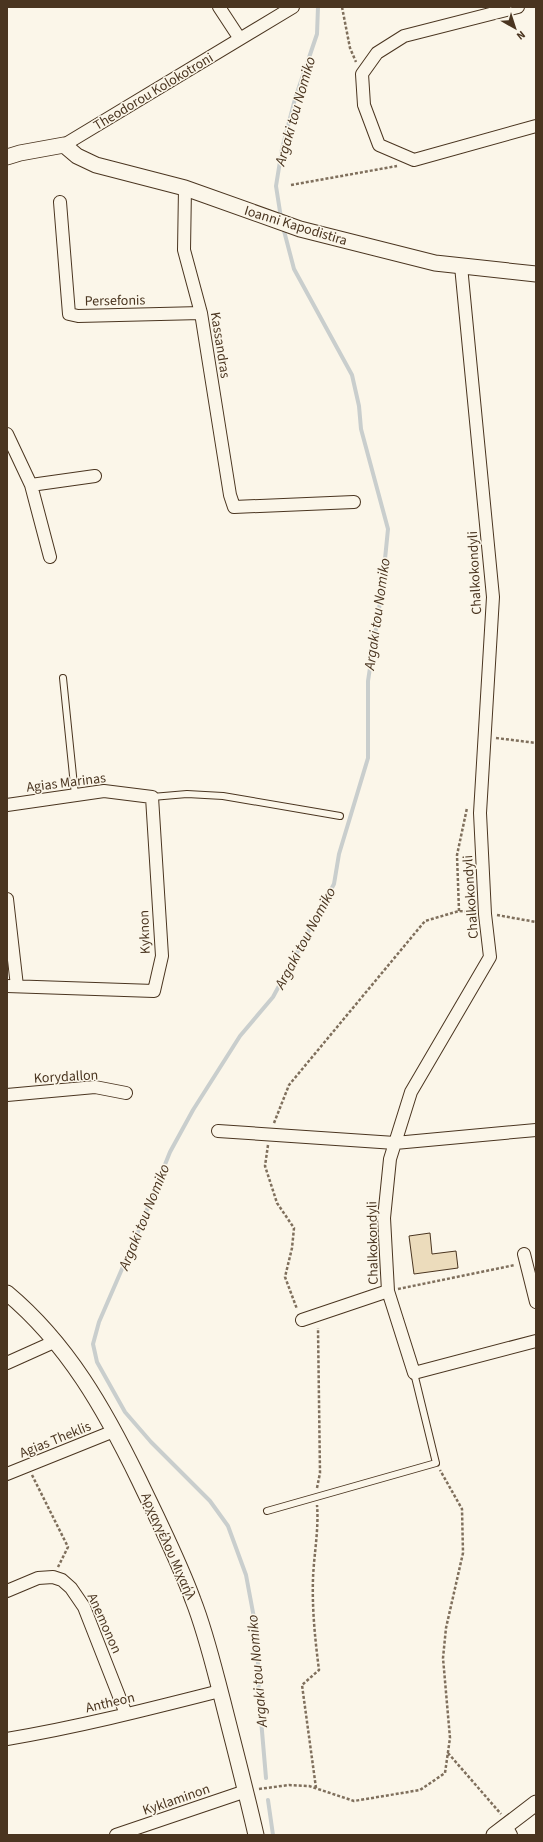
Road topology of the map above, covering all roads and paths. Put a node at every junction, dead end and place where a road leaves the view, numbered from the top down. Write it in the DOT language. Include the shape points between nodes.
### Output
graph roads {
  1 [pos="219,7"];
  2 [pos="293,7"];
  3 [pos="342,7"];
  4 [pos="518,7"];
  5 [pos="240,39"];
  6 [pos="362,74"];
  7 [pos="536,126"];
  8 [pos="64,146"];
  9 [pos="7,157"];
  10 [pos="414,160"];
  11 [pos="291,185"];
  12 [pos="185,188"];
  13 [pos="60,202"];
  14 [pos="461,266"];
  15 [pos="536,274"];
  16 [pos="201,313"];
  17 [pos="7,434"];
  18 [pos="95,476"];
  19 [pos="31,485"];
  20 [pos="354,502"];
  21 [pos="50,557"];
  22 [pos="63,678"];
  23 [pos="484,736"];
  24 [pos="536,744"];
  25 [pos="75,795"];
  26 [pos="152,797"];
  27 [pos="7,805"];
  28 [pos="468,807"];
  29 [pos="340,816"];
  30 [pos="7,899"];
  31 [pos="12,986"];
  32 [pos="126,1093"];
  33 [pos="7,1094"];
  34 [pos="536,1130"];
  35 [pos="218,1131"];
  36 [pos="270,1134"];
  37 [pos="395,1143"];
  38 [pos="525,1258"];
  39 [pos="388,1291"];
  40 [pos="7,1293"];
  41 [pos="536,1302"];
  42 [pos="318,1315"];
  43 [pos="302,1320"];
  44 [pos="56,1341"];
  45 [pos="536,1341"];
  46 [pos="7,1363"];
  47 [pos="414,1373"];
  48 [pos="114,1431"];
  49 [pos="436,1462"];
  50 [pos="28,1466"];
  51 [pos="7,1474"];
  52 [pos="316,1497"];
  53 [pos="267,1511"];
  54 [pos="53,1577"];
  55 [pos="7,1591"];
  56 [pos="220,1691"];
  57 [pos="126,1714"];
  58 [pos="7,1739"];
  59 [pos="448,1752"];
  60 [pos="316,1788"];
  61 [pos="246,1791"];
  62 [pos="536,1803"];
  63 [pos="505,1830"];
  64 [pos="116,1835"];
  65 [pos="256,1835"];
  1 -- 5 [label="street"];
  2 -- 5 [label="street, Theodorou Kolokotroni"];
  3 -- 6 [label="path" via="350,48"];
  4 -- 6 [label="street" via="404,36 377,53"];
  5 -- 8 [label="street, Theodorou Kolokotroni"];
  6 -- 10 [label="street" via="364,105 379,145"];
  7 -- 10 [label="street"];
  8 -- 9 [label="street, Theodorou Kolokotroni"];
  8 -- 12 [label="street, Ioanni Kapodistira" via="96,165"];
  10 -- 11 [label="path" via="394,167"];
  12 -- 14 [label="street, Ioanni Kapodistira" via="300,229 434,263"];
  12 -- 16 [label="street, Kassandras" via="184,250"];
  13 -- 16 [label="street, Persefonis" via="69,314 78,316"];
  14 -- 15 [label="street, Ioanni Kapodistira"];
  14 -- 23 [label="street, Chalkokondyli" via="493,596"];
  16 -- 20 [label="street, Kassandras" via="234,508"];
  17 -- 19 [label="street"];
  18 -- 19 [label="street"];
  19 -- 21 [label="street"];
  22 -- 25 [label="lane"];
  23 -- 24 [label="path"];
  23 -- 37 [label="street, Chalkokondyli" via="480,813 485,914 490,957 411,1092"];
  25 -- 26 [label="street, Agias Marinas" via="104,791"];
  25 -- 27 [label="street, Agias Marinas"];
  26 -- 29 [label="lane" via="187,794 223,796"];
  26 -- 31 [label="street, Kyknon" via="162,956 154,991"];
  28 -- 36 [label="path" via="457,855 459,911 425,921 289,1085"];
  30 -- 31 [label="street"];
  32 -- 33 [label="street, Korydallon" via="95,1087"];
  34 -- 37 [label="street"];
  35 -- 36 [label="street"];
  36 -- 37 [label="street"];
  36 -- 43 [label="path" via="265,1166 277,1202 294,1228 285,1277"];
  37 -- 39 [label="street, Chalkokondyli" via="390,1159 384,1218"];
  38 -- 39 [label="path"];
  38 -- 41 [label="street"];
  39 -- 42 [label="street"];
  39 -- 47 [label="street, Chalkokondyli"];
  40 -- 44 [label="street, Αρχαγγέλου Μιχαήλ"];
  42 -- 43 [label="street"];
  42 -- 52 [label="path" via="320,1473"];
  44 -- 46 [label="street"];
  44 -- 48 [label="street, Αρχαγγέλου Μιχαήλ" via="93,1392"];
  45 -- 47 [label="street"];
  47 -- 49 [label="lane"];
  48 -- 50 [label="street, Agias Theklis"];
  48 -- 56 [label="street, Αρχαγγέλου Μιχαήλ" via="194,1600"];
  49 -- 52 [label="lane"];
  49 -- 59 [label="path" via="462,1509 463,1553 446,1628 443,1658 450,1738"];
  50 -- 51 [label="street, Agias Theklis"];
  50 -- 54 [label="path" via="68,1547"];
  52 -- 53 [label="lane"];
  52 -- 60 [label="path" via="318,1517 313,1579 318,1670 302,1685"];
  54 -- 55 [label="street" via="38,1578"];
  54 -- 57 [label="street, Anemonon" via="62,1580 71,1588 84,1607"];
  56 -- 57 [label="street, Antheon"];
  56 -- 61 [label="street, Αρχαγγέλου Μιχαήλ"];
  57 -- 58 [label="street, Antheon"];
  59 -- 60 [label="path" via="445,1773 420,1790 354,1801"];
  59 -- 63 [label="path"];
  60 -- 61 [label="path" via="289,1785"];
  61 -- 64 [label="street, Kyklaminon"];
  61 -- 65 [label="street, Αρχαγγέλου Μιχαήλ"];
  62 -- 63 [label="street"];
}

▶ _YOUR GOAL_: Whenever the word "Kassandras" occurs in a line above, copy that line.

▶ _EXERCISE RESULT_:
  12 -- 16 [label="street, Kassandras" via="184,250"];
  16 -- 20 [label="street, Kassandras" via="234,508"];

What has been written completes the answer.